Marshmallow Gas Giant Found at Red Dwarf Star

An exoplanet found orbiting a red dwarf star turns out to have the density of a marshmallow, surprising researchers who didn’t expect a planet with an atmosphere that close to an active star.

Beth Johnson

--

IMAGE: A gas giant exoplanet [right] with the density of a marshmallow has been detected in orbit around a cool red dwarf star [left] by the NASA-funded NEID radial-velocity instrument on the 3.5-meter WIYN Telescope at Kitt Peak National Observatory, a Program of NSF’s NOIRLab. The planet, named TOI-3757 b, is the fluffiest gas giant planet ever discovered around this type of star. CREDIT: NOIRLab/NSF/AURA/J. da Silva/Spaceengine/M. Zamani

Astronomers at Kitt Peak have discovered a Jupiter-ish planet orbiting a red dwarf. Now, you know we only bring you exoplanet stories when there is something unusual, and as always, this release is no exception. This planet, TOI-3757 b, has the density of a marshmallow, making this the lowest-density planet ever detected, coming in at a mere 0.27 grams per cubic centimeter.

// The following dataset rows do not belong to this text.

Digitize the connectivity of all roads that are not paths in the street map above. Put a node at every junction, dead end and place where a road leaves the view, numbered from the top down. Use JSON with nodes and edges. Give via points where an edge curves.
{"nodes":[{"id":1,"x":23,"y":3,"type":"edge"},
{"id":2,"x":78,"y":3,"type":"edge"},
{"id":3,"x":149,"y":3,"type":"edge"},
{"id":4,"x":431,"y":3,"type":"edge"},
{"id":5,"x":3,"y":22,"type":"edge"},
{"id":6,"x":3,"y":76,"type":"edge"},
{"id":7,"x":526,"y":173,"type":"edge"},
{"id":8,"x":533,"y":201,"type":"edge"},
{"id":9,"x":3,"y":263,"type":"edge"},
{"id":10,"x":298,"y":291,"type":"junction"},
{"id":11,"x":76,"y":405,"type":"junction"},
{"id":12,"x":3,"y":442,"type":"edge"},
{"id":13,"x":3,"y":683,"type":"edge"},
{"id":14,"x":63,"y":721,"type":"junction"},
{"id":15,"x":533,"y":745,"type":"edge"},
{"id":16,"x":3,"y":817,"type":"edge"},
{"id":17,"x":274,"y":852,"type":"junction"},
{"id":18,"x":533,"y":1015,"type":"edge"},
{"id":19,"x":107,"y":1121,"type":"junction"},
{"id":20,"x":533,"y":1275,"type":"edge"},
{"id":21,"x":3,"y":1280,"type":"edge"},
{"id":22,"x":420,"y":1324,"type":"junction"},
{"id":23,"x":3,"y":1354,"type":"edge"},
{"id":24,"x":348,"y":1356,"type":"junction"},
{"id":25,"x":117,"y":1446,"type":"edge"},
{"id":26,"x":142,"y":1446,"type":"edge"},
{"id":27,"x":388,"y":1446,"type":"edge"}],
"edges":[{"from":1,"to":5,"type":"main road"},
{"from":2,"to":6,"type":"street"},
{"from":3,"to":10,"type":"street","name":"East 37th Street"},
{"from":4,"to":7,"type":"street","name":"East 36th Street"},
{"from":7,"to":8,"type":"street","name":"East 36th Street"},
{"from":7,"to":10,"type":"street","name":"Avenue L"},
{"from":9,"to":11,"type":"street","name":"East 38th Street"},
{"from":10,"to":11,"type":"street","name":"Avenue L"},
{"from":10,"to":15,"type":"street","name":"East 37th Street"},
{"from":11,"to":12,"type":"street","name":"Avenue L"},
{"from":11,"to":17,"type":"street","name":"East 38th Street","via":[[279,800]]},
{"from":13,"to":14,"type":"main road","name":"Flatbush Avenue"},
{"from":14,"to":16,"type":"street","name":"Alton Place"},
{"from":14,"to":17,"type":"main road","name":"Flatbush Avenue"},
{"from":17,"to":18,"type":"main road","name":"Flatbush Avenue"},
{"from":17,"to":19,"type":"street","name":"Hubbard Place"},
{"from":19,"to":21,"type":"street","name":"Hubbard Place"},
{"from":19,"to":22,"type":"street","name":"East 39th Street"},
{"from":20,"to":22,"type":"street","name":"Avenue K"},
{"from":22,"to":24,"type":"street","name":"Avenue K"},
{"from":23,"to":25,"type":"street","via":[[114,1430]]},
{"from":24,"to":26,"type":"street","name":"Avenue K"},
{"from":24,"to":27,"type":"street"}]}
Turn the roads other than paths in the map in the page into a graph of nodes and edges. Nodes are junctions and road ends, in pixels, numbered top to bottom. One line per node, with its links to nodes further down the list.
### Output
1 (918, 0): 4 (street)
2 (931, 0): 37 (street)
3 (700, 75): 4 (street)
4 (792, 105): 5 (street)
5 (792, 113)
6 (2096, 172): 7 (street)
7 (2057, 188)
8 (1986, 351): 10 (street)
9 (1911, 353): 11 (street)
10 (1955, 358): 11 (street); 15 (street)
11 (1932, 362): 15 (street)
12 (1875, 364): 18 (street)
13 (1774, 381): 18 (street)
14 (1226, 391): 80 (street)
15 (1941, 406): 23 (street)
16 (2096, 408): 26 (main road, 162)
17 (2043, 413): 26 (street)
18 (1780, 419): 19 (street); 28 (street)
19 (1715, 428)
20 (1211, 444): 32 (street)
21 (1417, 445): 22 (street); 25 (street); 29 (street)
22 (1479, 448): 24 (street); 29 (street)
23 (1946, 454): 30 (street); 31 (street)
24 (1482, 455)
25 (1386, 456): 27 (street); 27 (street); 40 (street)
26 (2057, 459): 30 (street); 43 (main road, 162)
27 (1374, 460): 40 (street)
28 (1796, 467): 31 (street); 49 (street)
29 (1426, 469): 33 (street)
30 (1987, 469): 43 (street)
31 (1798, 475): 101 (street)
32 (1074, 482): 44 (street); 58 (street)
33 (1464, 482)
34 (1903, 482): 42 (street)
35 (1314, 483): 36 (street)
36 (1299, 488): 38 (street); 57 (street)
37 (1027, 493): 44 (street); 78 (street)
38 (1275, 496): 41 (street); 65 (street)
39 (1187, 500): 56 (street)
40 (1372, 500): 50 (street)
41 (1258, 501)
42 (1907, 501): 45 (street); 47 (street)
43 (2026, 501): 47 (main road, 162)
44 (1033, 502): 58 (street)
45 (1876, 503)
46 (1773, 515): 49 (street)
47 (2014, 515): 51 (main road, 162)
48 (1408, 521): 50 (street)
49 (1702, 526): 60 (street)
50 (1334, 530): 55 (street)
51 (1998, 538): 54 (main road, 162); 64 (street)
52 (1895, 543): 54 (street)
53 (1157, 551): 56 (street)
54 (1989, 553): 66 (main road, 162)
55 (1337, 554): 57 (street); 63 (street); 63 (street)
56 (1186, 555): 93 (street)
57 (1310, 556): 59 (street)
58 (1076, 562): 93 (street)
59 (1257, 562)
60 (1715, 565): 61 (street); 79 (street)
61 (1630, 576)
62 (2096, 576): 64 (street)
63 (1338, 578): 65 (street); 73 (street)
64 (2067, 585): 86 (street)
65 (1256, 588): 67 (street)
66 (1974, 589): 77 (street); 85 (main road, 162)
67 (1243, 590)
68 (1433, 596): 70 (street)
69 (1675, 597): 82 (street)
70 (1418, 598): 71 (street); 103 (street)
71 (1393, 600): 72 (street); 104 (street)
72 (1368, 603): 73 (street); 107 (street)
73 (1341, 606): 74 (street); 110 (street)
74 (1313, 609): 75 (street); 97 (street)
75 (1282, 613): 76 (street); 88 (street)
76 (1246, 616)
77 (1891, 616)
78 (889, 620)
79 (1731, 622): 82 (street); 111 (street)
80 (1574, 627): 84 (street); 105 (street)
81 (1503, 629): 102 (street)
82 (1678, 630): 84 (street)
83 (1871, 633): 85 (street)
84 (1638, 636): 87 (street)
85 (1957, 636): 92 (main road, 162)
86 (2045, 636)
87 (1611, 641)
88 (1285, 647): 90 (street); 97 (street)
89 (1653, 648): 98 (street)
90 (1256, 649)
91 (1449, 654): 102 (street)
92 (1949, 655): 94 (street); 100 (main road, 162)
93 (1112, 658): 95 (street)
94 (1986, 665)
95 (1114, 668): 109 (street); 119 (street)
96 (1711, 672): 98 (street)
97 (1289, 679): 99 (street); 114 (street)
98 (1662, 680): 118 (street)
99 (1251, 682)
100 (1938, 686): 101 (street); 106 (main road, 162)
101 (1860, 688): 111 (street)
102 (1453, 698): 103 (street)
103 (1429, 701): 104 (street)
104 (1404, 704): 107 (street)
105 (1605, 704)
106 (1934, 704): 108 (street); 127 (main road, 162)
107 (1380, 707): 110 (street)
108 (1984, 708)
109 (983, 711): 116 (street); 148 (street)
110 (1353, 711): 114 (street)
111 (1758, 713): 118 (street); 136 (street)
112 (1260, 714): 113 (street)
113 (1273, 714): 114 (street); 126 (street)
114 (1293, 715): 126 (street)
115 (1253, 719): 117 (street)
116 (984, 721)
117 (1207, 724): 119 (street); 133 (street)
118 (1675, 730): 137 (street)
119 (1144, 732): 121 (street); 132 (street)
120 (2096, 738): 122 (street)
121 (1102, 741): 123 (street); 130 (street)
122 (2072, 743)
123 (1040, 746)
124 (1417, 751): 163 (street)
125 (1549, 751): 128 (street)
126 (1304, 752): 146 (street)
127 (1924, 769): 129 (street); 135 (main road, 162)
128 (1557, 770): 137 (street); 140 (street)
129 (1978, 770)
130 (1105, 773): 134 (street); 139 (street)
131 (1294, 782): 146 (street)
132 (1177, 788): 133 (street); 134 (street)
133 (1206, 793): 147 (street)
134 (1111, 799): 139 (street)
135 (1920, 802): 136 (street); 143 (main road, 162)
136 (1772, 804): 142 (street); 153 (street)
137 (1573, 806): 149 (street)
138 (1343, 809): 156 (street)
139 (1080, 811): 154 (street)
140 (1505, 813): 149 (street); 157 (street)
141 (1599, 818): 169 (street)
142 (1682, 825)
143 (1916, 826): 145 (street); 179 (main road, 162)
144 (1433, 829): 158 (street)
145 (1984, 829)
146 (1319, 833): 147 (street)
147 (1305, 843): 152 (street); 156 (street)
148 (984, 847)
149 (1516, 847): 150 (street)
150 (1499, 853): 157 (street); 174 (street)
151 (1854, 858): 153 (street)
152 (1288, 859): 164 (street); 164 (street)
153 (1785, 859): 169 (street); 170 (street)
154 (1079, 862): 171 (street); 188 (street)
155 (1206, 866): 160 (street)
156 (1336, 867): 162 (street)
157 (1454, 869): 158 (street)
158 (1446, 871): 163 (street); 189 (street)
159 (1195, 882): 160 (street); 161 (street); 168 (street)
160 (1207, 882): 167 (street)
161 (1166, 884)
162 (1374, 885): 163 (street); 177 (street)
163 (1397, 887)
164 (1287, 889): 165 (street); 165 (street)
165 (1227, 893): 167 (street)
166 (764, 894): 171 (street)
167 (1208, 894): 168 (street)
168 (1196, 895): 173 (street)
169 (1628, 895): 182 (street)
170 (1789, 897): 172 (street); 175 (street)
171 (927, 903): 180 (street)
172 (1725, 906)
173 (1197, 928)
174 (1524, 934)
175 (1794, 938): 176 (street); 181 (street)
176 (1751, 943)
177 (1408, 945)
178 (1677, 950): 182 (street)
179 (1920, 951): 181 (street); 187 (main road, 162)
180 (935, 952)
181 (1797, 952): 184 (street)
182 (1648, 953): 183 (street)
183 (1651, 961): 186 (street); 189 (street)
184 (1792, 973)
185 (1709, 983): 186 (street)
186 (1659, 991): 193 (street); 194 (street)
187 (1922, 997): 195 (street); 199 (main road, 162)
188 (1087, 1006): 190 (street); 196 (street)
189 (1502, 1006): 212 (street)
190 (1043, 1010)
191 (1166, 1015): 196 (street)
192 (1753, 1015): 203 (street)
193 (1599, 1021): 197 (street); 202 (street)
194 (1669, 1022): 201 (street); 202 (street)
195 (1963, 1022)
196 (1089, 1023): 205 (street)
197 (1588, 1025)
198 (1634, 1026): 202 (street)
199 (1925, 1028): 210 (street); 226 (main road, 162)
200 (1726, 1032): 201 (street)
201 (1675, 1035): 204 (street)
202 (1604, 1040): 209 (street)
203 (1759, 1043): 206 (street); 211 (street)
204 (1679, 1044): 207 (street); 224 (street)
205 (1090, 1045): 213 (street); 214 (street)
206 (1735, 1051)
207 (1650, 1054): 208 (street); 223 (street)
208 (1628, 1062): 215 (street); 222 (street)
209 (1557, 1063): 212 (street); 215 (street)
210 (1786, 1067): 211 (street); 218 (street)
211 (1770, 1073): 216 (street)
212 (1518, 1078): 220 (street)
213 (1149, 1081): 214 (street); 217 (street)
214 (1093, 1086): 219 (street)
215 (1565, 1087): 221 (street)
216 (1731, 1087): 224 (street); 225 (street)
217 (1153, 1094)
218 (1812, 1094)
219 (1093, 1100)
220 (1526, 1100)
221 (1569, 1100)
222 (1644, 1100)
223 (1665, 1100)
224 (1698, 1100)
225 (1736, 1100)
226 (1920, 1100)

That’s less than half the density of our own planet Saturn.

This strange exoplanet was found in data taken by NASA’s TESS spacecraft, which uses the transition method of detection — measuring the change of the star’s light as the planet passes between the star and the spacecraft. From those measurements, researchers calculated the gas giant has a diameter of 150,000 kilometers. For reference, Jupiter is slightly smaller.

As a follow-up to the space observations, the research team took measurements with two different instruments — NEID and NESSI — at the WIYN 3.5-meter Telescope, as well as with the Habitable-zone Planet Finder (HPF) on the Hobby-Eberly Telescope and the Red Buttes Observatory (RBO). These measurements included the apparent motion of the parent star, also known as the radial velocity, which provided the planet’s mass — only a quarter that of Jupiter.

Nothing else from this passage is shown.